Mostra Allan Kaprow. I will always be a painter – of sorts. Drawings, Paintings, Happenings, Environments - Firenze

Manuela Vaccarone
A cura di Manuela Vaccarone
Pubblicato il 02/04/2020 Aggiornato il 02/04/2020
Dal al
Firenze (FI)
Regione: Toscana
Luogo: Museo Novecento, piazza Santa Maria Novella 10
Telefono: 055/286132
Orari di apertura: 11-20; giovedì 11-14; venerdì 11-23
Costo: 9,50 euro; ridotto 4,50 euro
Sito web: www.museonovecento.it
Organizzatore: Allan Kaprow Estate e Hauser & Wirth
Dove acquistare: www.museonovecento.it
Note:
La grande antologica è dedicata a Allan Kaprow (Atlantic City, 1927 – Encinitas, 2006) un artista poliedrico e instancabile, che nell’arco della sua intensa carriera si è confrontato con i media più diversi.

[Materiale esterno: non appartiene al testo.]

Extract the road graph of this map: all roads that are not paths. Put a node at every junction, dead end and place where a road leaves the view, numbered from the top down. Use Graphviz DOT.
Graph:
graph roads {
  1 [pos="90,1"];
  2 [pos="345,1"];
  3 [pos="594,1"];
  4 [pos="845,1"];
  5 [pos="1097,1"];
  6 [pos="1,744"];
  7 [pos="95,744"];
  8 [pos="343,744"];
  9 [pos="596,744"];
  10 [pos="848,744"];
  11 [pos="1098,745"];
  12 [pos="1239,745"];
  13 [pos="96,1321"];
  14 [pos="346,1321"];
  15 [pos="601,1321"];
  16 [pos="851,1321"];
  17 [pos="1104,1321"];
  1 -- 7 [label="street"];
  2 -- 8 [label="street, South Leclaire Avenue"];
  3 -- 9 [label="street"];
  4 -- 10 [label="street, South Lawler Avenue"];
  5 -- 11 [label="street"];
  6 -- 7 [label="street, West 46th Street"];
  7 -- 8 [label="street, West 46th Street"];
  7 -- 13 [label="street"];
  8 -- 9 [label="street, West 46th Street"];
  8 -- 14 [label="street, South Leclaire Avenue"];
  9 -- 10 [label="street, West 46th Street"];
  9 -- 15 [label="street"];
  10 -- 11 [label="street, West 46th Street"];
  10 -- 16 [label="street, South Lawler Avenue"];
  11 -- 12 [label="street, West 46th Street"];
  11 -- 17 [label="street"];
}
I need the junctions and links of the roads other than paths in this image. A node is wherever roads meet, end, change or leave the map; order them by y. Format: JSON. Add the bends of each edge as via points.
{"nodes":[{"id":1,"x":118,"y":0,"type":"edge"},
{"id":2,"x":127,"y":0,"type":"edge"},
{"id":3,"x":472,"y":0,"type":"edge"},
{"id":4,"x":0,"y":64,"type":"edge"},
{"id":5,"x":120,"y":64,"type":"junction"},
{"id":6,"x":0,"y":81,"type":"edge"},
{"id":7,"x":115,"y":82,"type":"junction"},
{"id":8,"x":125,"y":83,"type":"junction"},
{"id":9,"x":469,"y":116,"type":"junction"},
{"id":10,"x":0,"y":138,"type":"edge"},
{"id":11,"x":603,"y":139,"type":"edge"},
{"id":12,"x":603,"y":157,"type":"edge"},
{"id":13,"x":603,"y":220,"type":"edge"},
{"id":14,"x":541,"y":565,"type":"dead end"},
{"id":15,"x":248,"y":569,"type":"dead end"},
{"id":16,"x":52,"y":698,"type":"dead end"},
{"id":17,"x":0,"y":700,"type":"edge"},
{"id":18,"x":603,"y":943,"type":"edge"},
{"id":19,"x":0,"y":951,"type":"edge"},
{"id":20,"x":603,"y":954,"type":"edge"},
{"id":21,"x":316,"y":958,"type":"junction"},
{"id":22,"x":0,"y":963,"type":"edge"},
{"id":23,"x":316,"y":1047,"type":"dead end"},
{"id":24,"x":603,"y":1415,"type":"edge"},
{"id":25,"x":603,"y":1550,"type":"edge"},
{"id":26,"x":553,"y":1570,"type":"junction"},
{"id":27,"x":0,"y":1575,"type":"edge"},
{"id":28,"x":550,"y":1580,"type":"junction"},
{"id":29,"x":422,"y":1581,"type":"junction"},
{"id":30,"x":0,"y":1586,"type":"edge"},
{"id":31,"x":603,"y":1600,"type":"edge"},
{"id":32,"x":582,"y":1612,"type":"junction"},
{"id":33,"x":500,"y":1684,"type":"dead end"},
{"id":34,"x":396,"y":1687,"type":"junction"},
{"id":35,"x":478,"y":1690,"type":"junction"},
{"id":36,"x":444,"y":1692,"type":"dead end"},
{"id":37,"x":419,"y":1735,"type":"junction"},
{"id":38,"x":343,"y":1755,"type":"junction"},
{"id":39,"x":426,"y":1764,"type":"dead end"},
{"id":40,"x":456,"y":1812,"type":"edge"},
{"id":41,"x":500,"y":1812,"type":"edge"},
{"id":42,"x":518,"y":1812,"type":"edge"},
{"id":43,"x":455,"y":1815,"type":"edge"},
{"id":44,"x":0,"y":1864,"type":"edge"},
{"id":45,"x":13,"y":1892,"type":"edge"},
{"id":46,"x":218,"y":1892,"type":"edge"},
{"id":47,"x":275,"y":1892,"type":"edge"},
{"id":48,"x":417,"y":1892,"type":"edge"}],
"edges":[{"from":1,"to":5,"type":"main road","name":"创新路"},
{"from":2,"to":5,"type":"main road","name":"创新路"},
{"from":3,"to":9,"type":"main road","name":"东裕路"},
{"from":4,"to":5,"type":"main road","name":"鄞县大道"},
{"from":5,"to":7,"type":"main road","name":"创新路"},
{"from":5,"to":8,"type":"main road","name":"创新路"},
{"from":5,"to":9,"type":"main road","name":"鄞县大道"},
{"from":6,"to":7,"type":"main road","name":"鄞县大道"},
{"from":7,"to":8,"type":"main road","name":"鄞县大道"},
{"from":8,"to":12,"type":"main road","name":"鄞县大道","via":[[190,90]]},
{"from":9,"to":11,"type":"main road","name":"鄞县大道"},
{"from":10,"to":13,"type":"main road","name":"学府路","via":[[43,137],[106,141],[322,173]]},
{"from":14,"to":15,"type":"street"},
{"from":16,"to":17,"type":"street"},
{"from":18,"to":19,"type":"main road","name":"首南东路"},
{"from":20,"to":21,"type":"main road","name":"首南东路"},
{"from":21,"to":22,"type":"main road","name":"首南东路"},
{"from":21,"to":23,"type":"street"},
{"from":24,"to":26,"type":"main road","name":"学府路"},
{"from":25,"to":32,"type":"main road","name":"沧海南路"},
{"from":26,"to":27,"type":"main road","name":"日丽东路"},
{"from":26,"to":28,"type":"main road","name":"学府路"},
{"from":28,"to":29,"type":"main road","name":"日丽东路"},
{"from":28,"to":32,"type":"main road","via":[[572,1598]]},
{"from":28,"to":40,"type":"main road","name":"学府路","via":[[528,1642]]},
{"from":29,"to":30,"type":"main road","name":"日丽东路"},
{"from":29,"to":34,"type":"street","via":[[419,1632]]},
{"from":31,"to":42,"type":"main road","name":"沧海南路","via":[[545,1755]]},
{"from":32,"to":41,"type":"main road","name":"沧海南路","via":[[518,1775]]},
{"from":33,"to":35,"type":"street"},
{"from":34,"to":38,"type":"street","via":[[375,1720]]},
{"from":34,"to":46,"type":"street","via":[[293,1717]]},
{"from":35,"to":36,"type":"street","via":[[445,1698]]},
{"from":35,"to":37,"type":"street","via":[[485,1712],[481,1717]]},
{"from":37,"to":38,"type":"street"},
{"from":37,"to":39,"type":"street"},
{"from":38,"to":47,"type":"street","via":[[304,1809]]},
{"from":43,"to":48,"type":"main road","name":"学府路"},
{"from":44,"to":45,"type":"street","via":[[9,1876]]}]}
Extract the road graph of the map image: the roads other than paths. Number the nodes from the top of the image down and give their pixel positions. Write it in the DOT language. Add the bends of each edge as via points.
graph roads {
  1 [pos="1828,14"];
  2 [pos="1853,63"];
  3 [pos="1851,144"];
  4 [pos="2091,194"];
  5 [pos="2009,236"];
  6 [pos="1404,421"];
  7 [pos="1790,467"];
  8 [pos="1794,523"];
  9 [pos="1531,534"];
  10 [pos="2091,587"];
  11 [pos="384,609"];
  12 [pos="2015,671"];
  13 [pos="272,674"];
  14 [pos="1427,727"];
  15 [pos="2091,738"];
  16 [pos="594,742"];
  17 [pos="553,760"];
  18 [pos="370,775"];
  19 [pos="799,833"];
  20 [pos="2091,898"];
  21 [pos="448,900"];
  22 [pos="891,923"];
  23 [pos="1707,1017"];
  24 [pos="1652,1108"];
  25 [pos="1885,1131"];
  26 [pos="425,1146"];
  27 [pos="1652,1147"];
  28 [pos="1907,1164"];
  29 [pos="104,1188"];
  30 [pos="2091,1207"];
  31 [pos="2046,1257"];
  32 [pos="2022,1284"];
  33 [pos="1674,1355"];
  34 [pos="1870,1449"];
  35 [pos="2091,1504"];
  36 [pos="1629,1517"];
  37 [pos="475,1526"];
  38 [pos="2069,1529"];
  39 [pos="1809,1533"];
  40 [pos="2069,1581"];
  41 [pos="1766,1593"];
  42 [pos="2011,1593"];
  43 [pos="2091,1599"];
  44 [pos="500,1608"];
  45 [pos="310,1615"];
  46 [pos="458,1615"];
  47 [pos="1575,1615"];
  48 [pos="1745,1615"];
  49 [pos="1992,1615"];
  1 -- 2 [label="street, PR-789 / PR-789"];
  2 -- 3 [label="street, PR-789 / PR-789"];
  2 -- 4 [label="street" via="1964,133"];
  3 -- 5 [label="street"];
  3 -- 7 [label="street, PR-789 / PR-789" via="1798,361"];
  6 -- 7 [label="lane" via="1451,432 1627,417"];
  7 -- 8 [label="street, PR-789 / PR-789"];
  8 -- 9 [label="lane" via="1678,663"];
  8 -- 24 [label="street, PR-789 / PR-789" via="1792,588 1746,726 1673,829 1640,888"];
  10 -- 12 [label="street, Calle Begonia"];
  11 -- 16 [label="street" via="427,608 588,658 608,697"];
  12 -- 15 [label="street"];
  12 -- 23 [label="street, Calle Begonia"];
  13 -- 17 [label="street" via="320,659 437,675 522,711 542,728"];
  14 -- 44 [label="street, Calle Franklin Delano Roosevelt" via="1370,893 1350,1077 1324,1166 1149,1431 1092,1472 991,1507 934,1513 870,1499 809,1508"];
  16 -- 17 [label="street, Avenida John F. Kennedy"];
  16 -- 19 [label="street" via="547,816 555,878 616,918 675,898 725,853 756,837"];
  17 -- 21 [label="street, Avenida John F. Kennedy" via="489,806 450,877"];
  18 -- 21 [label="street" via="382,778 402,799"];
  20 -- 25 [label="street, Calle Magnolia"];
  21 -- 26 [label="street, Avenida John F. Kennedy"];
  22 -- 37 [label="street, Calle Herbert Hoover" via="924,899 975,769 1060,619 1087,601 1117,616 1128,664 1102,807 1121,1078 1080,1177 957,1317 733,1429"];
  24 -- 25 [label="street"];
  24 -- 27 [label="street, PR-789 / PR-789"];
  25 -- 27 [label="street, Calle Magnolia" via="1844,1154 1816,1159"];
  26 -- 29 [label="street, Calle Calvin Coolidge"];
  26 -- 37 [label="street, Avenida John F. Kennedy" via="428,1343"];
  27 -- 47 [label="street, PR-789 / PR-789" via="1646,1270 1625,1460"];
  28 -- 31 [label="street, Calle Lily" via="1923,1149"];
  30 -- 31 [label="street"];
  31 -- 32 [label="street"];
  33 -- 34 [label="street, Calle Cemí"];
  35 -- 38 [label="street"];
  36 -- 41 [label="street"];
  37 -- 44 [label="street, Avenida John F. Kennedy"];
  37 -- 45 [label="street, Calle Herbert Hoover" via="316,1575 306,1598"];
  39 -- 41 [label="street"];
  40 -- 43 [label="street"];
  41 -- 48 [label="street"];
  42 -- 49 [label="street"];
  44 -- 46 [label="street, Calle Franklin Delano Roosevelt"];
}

La mostra, curata da Sergio Risaliti e Barry Rosen, presenta per la prima volta in Italia un corpus di circa quaranta opere su carta e tela che rappresentano l’esordio dell’artista.

Allan Kaprow, molto attivo anche come teorico, ha influenzato generazioni di artisti, promuovendo un’idea di arte allo stesso tempo concettuale e spontanea, utopica e provocatoria, politica e ironica.

Dopo una carriera da pittore fortemente influenzata dall’Action Painting di Jackson Pollock, tra la fine degli anni Cinquanta e l’inizio dei Sessanta, abbandona i mezzi di espressione più classici e comincia a realizzare ambienti e azioni interattive che mettono in discussione l’idea di un’arte monumentale sempre uguale a se stessa e immutabile nel tempo.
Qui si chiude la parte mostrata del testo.